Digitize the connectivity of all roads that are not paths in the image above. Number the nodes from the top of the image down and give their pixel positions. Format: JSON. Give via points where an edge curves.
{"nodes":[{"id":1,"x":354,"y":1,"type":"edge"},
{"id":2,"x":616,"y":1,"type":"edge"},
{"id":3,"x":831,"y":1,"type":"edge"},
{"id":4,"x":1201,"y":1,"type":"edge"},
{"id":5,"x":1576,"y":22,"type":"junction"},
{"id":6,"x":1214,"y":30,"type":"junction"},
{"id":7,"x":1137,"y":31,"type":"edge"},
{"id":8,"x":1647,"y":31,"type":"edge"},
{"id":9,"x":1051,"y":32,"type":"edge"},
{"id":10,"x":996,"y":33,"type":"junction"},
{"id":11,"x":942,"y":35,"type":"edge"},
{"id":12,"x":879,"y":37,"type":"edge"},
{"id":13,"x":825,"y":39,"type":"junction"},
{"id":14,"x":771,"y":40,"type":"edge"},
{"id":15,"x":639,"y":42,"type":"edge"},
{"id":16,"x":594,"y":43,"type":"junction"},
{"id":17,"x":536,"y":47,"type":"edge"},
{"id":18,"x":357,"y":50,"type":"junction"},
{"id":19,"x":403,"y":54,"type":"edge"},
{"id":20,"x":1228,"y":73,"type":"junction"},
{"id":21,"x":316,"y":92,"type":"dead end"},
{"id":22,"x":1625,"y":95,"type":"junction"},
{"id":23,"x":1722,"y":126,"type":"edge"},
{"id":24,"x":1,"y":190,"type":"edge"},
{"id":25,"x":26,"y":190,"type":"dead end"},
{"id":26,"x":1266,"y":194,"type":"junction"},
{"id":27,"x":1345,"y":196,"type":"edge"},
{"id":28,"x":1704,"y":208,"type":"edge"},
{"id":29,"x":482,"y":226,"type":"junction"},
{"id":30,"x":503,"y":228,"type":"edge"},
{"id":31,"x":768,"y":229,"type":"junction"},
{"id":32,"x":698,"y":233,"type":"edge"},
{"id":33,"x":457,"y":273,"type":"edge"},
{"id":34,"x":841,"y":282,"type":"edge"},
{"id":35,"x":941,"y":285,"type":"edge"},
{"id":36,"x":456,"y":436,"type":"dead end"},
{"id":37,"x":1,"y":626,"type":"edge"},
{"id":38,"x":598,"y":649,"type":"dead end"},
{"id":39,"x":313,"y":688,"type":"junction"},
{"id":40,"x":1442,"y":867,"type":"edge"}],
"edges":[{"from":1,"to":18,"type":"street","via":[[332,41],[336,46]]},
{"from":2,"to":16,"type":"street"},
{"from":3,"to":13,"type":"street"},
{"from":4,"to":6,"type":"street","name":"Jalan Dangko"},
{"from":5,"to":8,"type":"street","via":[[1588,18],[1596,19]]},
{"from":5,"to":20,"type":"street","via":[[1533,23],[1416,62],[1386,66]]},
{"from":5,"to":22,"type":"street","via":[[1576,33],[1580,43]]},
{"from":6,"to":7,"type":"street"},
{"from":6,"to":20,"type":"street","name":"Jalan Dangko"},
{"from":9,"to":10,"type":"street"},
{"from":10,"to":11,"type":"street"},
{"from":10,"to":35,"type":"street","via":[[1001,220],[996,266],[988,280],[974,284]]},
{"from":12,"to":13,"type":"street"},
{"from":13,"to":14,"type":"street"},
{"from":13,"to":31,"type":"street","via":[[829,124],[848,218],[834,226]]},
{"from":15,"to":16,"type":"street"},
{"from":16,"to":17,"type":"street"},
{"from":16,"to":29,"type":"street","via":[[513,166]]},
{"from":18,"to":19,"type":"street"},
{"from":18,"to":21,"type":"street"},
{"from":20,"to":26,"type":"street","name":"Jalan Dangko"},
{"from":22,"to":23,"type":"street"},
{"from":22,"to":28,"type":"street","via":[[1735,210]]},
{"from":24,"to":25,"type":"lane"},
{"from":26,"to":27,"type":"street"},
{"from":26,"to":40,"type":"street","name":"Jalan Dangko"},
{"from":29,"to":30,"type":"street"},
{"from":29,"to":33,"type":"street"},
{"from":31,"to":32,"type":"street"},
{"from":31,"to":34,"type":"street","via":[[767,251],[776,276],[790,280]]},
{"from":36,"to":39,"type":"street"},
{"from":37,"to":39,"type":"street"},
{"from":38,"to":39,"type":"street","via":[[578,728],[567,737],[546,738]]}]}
——
## PROBLEM STATEMENT
Each entry, exactly as written, should be set down once more.

## RESULT OF THIS TASK
Digitize the connectivity of all roads that are not paths in the image above. Number the nodes from the top of the image down and give their pixel positions. Format: JSON. Give via points where an edge curves.
{"nodes":[{"id":1,"x":354,"y":1,"type":"edge"},
{"id":2,"x":616,"y":1,"type":"edge"},
{"id":3,"x":831,"y":1,"type":"edge"},
{"id":4,"x":1201,"y":1,"type":"edge"},
{"id":5,"x":1576,"y":22,"type":"junction"},
{"id":6,"x":1214,"y":30,"type":"junction"},
{"id":7,"x":1137,"y":31,"type":"edge"},
{"id":8,"x":1647,"y":31,"type":"edge"},
{"id":9,"x":1051,"y":32,"type":"edge"},
{"id":10,"x":996,"y":33,"type":"junction"},
{"id":11,"x":942,"y":35,"type":"edge"},
{"id":12,"x":879,"y":37,"type":"edge"},
{"id":13,"x":825,"y":39,"type":"junction"},
{"id":14,"x":771,"y":40,"type":"edge"},
{"id":15,"x":639,"y":42,"type":"edge"},
{"id":16,"x":594,"y":43,"type":"junction"},
{"id":17,"x":536,"y":47,"type":"edge"},
{"id":18,"x":357,"y":50,"type":"junction"},
{"id":19,"x":403,"y":54,"type":"edge"},
{"id":20,"x":1228,"y":73,"type":"junction"},
{"id":21,"x":316,"y":92,"type":"dead end"},
{"id":22,"x":1625,"y":95,"type":"junction"},
{"id":23,"x":1722,"y":126,"type":"edge"},
{"id":24,"x":1,"y":190,"type":"edge"},
{"id":25,"x":26,"y":190,"type":"dead end"},
{"id":26,"x":1266,"y":194,"type":"junction"},
{"id":27,"x":1345,"y":196,"type":"edge"},
{"id":28,"x":1704,"y":208,"type":"edge"},
{"id":29,"x":482,"y":226,"type":"junction"},
{"id":30,"x":503,"y":228,"type":"edge"},
{"id":31,"x":768,"y":229,"type":"junction"},
{"id":32,"x":698,"y":233,"type":"edge"},
{"id":33,"x":457,"y":273,"type":"edge"},
{"id":34,"x":841,"y":282,"type":"edge"},
{"id":35,"x":941,"y":285,"type":"edge"},
{"id":36,"x":456,"y":436,"type":"dead end"},
{"id":37,"x":1,"y":626,"type":"edge"},
{"id":38,"x":598,"y":649,"type":"dead end"},
{"id":39,"x":313,"y":688,"type":"junction"},
{"id":40,"x":1442,"y":867,"type":"edge"}],
"edges":[{"from":1,"to":18,"type":"street","via":[[332,41],[336,46]]},
{"from":2,"to":16,"type":"street"},
{"from":3,"to":13,"type":"street"},
{"from":4,"to":6,"type":"street","name":"Jalan Dangko"},
{"from":5,"to":8,"type":"street","via":[[1588,18],[1596,19]]},
{"from":5,"to":20,"type":"street","via":[[1533,23],[1416,62],[1386,66]]},
{"from":5,"to":22,"type":"street","via":[[1576,33],[1580,43]]},
{"from":6,"to":7,"type":"street"},
{"from":6,"to":20,"type":"street","name":"Jalan Dangko"},
{"from":9,"to":10,"type":"street"},
{"from":10,"to":11,"type":"street"},
{"from":10,"to":35,"type":"street","via":[[1001,220],[996,266],[988,280],[974,284]]},
{"from":12,"to":13,"type":"street"},
{"from":13,"to":14,"type":"street"},
{"from":13,"to":31,"type":"street","via":[[829,124],[848,218],[834,226]]},
{"from":15,"to":16,"type":"street"},
{"from":16,"to":17,"type":"street"},
{"from":16,"to":29,"type":"street","via":[[513,166]]},
{"from":18,"to":19,"type":"street"},
{"from":18,"to":21,"type":"street"},
{"from":20,"to":26,"type":"street","name":"Jalan Dangko"},
{"from":22,"to":23,"type":"street"},
{"from":22,"to":28,"type":"street","via":[[1735,210]]},
{"from":24,"to":25,"type":"lane"},
{"from":26,"to":27,"type":"street"},
{"from":26,"to":40,"type":"street","name":"Jalan Dangko"},
{"from":29,"to":30,"type":"street"},
{"from":29,"to":33,"type":"street"},
{"from":31,"to":32,"type":"street"},
{"from":31,"to":34,"type":"street","via":[[767,251],[776,276],[790,280]]},
{"from":36,"to":39,"type":"street"},
{"from":37,"to":39,"type":"street"},
{"from":38,"to":39,"type":"street","via":[[578,728],[567,737],[546,738]]}]}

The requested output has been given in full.